**WHAT YOU SHOULD DO:** All records below must be written out exactly, with the pictures excluded.

Saved data entries:
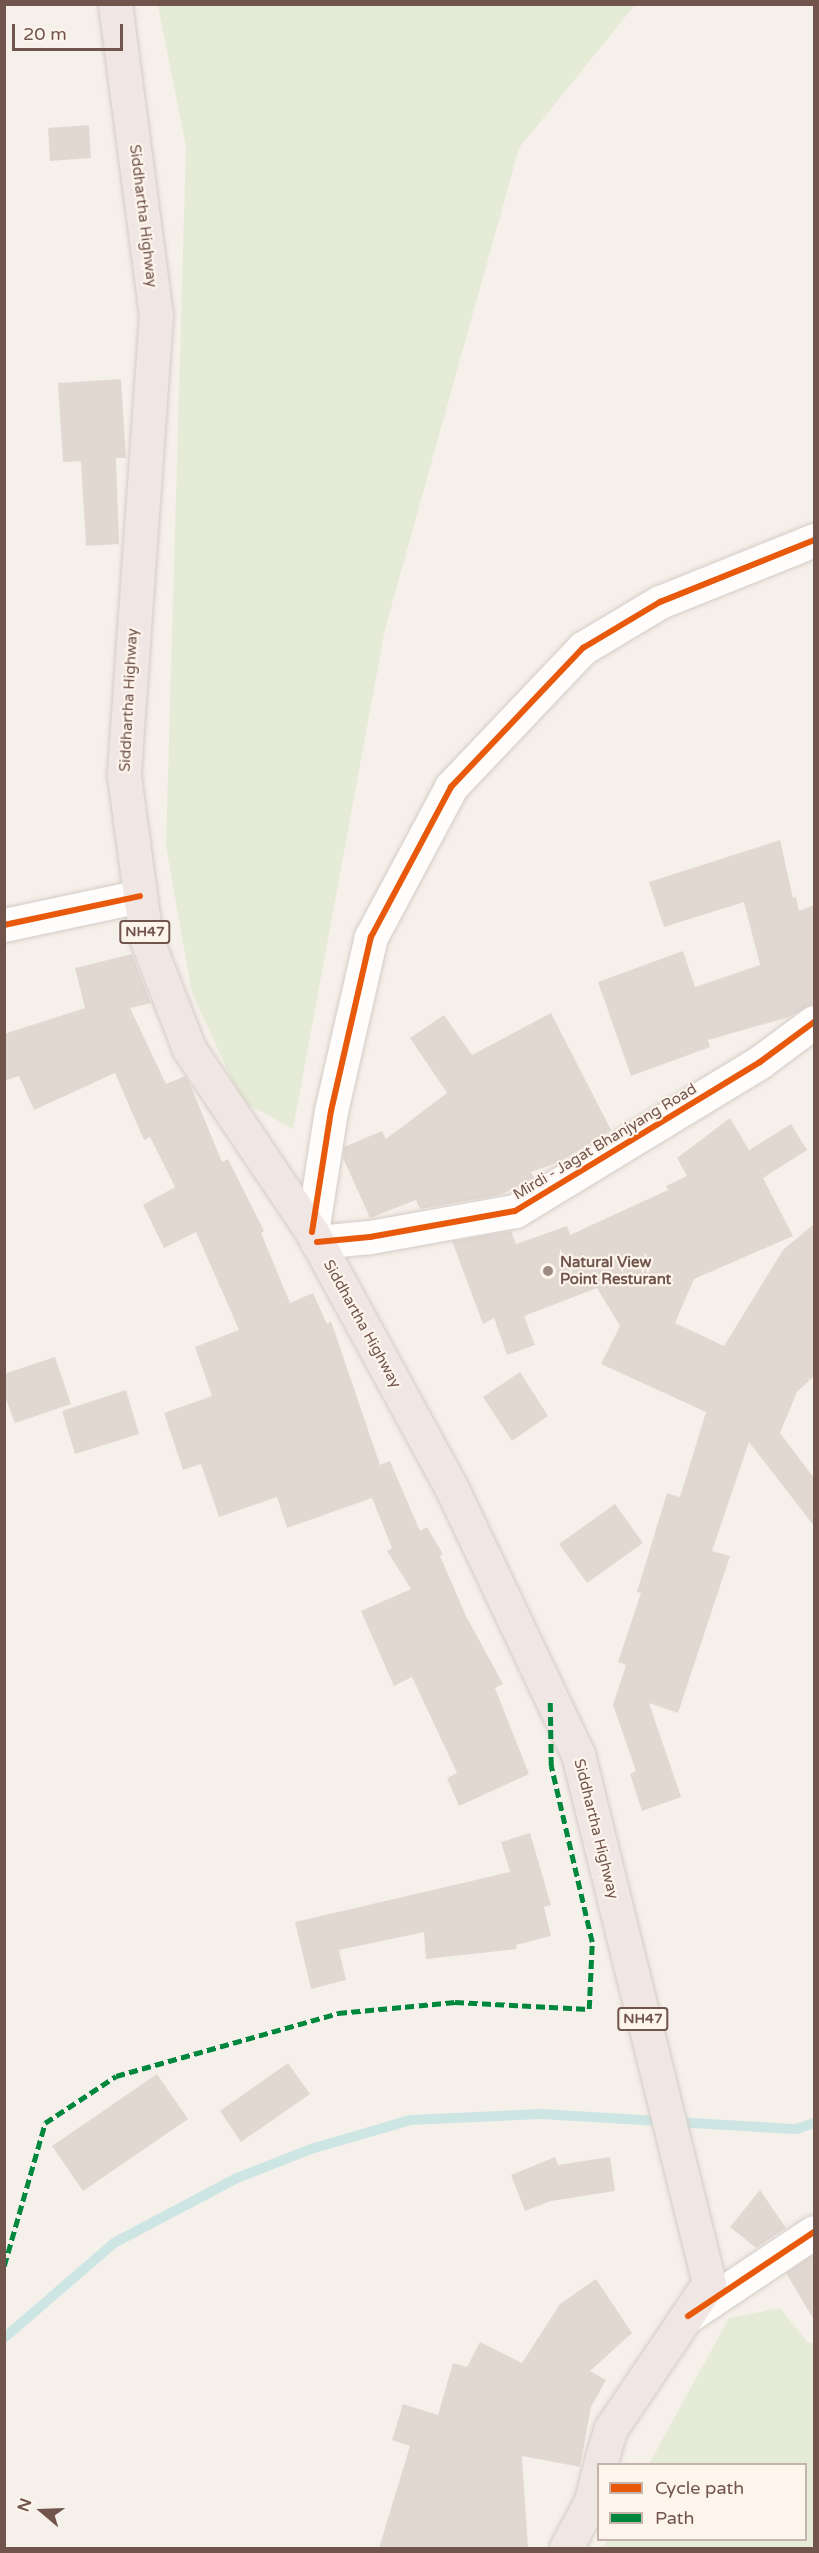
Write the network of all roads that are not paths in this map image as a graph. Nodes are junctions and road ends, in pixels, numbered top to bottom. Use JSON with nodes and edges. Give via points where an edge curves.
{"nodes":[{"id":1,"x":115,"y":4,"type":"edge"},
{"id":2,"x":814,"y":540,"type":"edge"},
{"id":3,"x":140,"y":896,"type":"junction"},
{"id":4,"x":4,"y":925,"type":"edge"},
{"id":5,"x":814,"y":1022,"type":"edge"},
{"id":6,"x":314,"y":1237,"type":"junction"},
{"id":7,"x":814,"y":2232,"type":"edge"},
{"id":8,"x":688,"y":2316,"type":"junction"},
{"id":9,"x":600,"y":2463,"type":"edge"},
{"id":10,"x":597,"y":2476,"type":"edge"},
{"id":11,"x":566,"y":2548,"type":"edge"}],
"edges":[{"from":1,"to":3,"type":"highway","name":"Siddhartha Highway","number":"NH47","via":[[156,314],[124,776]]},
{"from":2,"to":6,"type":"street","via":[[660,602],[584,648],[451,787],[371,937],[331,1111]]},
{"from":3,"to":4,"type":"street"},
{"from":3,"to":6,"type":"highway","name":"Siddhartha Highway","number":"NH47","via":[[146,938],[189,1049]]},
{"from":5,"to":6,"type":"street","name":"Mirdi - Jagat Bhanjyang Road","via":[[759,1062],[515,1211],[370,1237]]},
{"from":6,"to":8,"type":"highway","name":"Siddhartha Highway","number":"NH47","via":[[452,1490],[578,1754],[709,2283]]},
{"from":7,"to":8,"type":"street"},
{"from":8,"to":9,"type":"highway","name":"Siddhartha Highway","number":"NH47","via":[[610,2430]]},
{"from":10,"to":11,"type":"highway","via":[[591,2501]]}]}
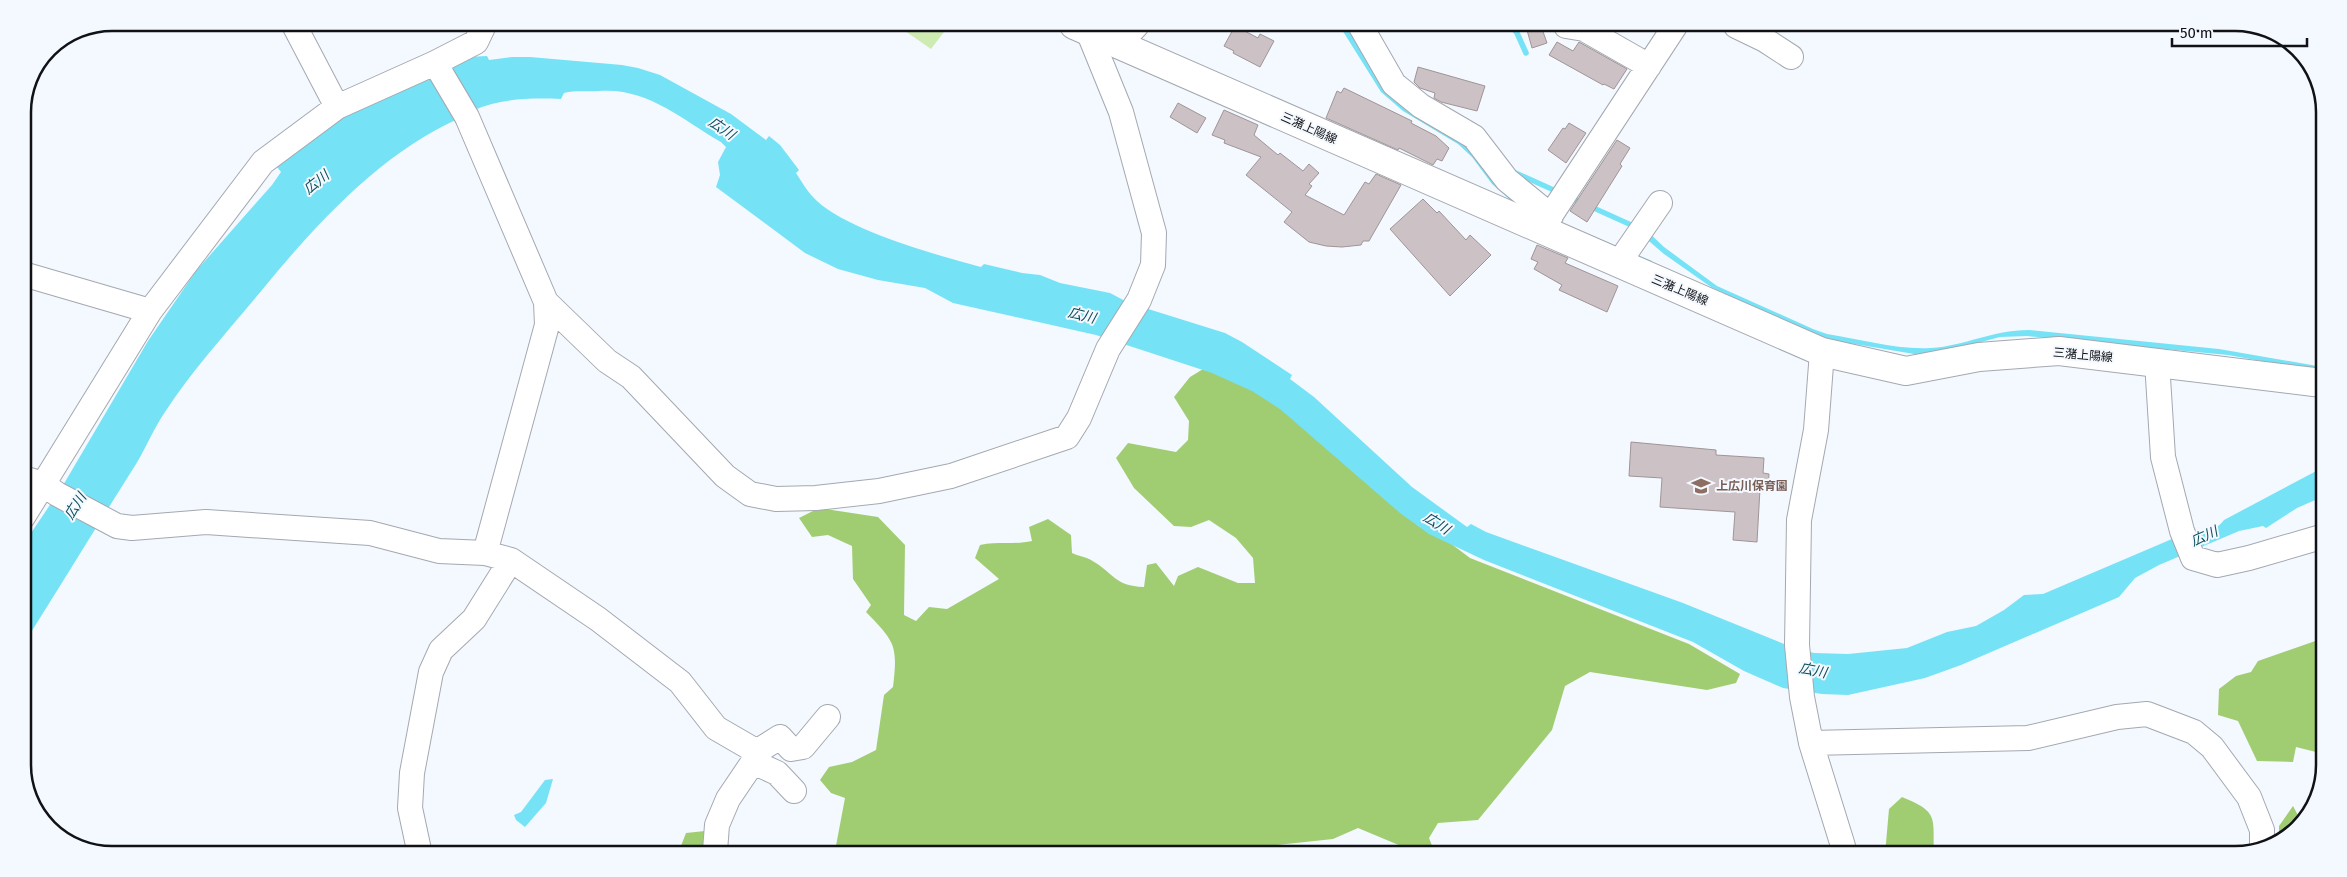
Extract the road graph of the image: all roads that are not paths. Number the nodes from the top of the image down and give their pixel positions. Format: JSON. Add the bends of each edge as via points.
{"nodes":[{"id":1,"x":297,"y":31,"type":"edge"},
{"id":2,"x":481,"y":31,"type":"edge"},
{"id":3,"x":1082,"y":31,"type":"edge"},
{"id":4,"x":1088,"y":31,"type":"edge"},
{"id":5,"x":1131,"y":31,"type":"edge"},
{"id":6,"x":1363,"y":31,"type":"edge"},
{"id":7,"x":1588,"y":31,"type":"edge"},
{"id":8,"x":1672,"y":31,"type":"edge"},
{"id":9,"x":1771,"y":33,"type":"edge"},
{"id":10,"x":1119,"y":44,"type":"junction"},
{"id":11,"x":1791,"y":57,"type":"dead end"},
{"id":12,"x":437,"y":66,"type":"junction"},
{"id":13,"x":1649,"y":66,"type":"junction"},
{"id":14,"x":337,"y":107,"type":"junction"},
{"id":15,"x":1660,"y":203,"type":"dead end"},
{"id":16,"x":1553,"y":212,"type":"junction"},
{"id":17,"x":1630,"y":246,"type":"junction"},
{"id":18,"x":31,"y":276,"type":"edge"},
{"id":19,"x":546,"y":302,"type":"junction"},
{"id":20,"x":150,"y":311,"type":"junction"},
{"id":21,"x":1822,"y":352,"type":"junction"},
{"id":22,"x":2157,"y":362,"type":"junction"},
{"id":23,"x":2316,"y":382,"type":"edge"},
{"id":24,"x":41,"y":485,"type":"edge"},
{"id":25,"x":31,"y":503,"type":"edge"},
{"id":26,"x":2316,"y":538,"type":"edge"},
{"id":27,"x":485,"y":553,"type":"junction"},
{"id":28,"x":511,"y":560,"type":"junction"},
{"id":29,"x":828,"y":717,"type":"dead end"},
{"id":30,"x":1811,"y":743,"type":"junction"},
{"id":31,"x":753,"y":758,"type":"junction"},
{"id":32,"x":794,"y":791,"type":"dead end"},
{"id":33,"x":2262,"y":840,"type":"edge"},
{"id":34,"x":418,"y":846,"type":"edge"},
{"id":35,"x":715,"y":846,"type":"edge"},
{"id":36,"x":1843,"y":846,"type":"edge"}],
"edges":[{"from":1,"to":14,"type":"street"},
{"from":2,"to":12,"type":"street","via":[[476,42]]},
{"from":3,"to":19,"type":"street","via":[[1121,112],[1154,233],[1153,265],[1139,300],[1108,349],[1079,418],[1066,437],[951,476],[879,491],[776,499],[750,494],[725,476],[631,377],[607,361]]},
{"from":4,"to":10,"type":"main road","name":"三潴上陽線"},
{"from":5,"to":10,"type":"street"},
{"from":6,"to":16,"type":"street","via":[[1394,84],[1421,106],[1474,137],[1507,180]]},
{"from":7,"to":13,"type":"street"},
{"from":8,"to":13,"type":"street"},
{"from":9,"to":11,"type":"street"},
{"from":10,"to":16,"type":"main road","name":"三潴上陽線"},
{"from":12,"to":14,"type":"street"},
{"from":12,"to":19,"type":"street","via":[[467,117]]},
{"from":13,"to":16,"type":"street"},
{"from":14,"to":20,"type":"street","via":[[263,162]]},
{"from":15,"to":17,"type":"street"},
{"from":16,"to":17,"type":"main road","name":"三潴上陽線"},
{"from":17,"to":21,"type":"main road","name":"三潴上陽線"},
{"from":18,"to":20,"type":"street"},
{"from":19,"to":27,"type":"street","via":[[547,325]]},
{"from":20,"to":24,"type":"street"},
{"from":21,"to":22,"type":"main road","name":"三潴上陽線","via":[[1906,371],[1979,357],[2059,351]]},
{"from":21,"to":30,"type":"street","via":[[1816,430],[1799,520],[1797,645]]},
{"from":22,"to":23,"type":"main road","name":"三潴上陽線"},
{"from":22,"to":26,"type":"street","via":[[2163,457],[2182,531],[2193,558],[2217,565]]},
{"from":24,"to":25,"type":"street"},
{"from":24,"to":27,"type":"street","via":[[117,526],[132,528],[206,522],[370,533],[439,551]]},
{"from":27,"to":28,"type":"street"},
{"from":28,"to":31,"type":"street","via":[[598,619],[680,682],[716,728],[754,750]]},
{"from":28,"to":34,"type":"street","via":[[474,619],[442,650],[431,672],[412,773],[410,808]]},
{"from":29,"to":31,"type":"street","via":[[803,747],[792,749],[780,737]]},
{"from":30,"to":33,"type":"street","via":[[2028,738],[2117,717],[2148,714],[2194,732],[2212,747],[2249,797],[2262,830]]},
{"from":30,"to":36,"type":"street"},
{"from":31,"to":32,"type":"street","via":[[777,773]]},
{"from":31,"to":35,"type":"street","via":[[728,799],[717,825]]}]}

**EXERCISE RESPONSE:**
Write the network of all roads that are not paths in this map image as a graph. Nodes are junctions and road ends, in pixels, numbered top to bottom. Use JSON with nodes and edges. Give via points where an edge curves.
{"nodes":[{"id":1,"x":115,"y":4,"type":"edge"},
{"id":2,"x":814,"y":540,"type":"edge"},
{"id":3,"x":140,"y":896,"type":"junction"},
{"id":4,"x":4,"y":925,"type":"edge"},
{"id":5,"x":814,"y":1022,"type":"edge"},
{"id":6,"x":314,"y":1237,"type":"junction"},
{"id":7,"x":814,"y":2232,"type":"edge"},
{"id":8,"x":688,"y":2316,"type":"junction"},
{"id":9,"x":600,"y":2463,"type":"edge"},
{"id":10,"x":597,"y":2476,"type":"edge"},
{"id":11,"x":566,"y":2548,"type":"edge"}],
"edges":[{"from":1,"to":3,"type":"highway","name":"Siddhartha Highway","number":"NH47","via":[[156,314],[124,776]]},
{"from":2,"to":6,"type":"street","via":[[660,602],[584,648],[451,787],[371,937],[331,1111]]},
{"from":3,"to":4,"type":"street"},
{"from":3,"to":6,"type":"highway","name":"Siddhartha Highway","number":"NH47","via":[[146,938],[189,1049]]},
{"from":5,"to":6,"type":"street","name":"Mirdi - Jagat Bhanjyang Road","via":[[759,1062],[515,1211],[370,1237]]},
{"from":6,"to":8,"type":"highway","name":"Siddhartha Highway","number":"NH47","via":[[452,1490],[578,1754],[709,2283]]},
{"from":7,"to":8,"type":"street"},
{"from":8,"to":9,"type":"highway","name":"Siddhartha Highway","number":"NH47","via":[[610,2430]]},
{"from":10,"to":11,"type":"highway","via":[[591,2501]]}]}
Extract the road graph of the image: all roads that are not paths. Number the nodes from the top of the image down and give their pixel positions. Format: JSON. Add the bends of each edge as via points.
{"nodes":[{"id":1,"x":297,"y":31,"type":"edge"},
{"id":2,"x":481,"y":31,"type":"edge"},
{"id":3,"x":1082,"y":31,"type":"edge"},
{"id":4,"x":1088,"y":31,"type":"edge"},
{"id":5,"x":1131,"y":31,"type":"edge"},
{"id":6,"x":1363,"y":31,"type":"edge"},
{"id":7,"x":1588,"y":31,"type":"edge"},
{"id":8,"x":1672,"y":31,"type":"edge"},
{"id":9,"x":1771,"y":33,"type":"edge"},
{"id":10,"x":1119,"y":44,"type":"junction"},
{"id":11,"x":1791,"y":57,"type":"dead end"},
{"id":12,"x":437,"y":66,"type":"junction"},
{"id":13,"x":1649,"y":66,"type":"junction"},
{"id":14,"x":337,"y":107,"type":"junction"},
{"id":15,"x":1660,"y":203,"type":"dead end"},
{"id":16,"x":1553,"y":212,"type":"junction"},
{"id":17,"x":1630,"y":246,"type":"junction"},
{"id":18,"x":31,"y":276,"type":"edge"},
{"id":19,"x":546,"y":302,"type":"junction"},
{"id":20,"x":150,"y":311,"type":"junction"},
{"id":21,"x":1822,"y":352,"type":"junction"},
{"id":22,"x":2157,"y":362,"type":"junction"},
{"id":23,"x":2316,"y":382,"type":"edge"},
{"id":24,"x":41,"y":485,"type":"edge"},
{"id":25,"x":31,"y":503,"type":"edge"},
{"id":26,"x":2316,"y":538,"type":"edge"},
{"id":27,"x":485,"y":553,"type":"junction"},
{"id":28,"x":511,"y":560,"type":"junction"},
{"id":29,"x":828,"y":717,"type":"dead end"},
{"id":30,"x":1811,"y":743,"type":"junction"},
{"id":31,"x":753,"y":758,"type":"junction"},
{"id":32,"x":794,"y":791,"type":"dead end"},
{"id":33,"x":2262,"y":840,"type":"edge"},
{"id":34,"x":418,"y":846,"type":"edge"},
{"id":35,"x":715,"y":846,"type":"edge"},
{"id":36,"x":1843,"y":846,"type":"edge"}],
"edges":[{"from":1,"to":14,"type":"street"},
{"from":2,"to":12,"type":"street","via":[[476,42]]},
{"from":3,"to":19,"type":"street","via":[[1121,112],[1154,233],[1153,265],[1139,300],[1108,349],[1079,418],[1066,437],[951,476],[879,491],[776,499],[750,494],[725,476],[631,377],[607,361]]},
{"from":4,"to":10,"type":"main road","name":"三潴上陽線"},
{"from":5,"to":10,"type":"street"},
{"from":6,"to":16,"type":"street","via":[[1394,84],[1421,106],[1474,137],[1507,180]]},
{"from":7,"to":13,"type":"street"},
{"from":8,"to":13,"type":"street"},
{"from":9,"to":11,"type":"street"},
{"from":10,"to":16,"type":"main road","name":"三潴上陽線"},
{"from":12,"to":14,"type":"street"},
{"from":12,"to":19,"type":"street","via":[[467,117]]},
{"from":13,"to":16,"type":"street"},
{"from":14,"to":20,"type":"street","via":[[263,162]]},
{"from":15,"to":17,"type":"street"},
{"from":16,"to":17,"type":"main road","name":"三潴上陽線"},
{"from":17,"to":21,"type":"main road","name":"三潴上陽線"},
{"from":18,"to":20,"type":"street"},
{"from":19,"to":27,"type":"street","via":[[547,325]]},
{"from":20,"to":24,"type":"street"},
{"from":21,"to":22,"type":"main road","name":"三潴上陽線","via":[[1906,371],[1979,357],[2059,351]]},
{"from":21,"to":30,"type":"street","via":[[1816,430],[1799,520],[1797,645]]},
{"from":22,"to":23,"type":"main road","name":"三潴上陽線"},
{"from":22,"to":26,"type":"street","via":[[2163,457],[2182,531],[2193,558],[2217,565]]},
{"from":24,"to":25,"type":"street"},
{"from":24,"to":27,"type":"street","via":[[117,526],[132,528],[206,522],[370,533],[439,551]]},
{"from":27,"to":28,"type":"street"},
{"from":28,"to":31,"type":"street","via":[[598,619],[680,682],[716,728],[754,750]]},
{"from":28,"to":34,"type":"street","via":[[474,619],[442,650],[431,672],[412,773],[410,808]]},
{"from":29,"to":31,"type":"street","via":[[803,747],[792,749],[780,737]]},
{"from":30,"to":33,"type":"street","via":[[2028,738],[2117,717],[2148,714],[2194,732],[2212,747],[2249,797],[2262,830]]},
{"from":30,"to":36,"type":"street"},
{"from":31,"to":32,"type":"street","via":[[777,773]]},
{"from":31,"to":35,"type":"street","via":[[728,799],[717,825]]}]}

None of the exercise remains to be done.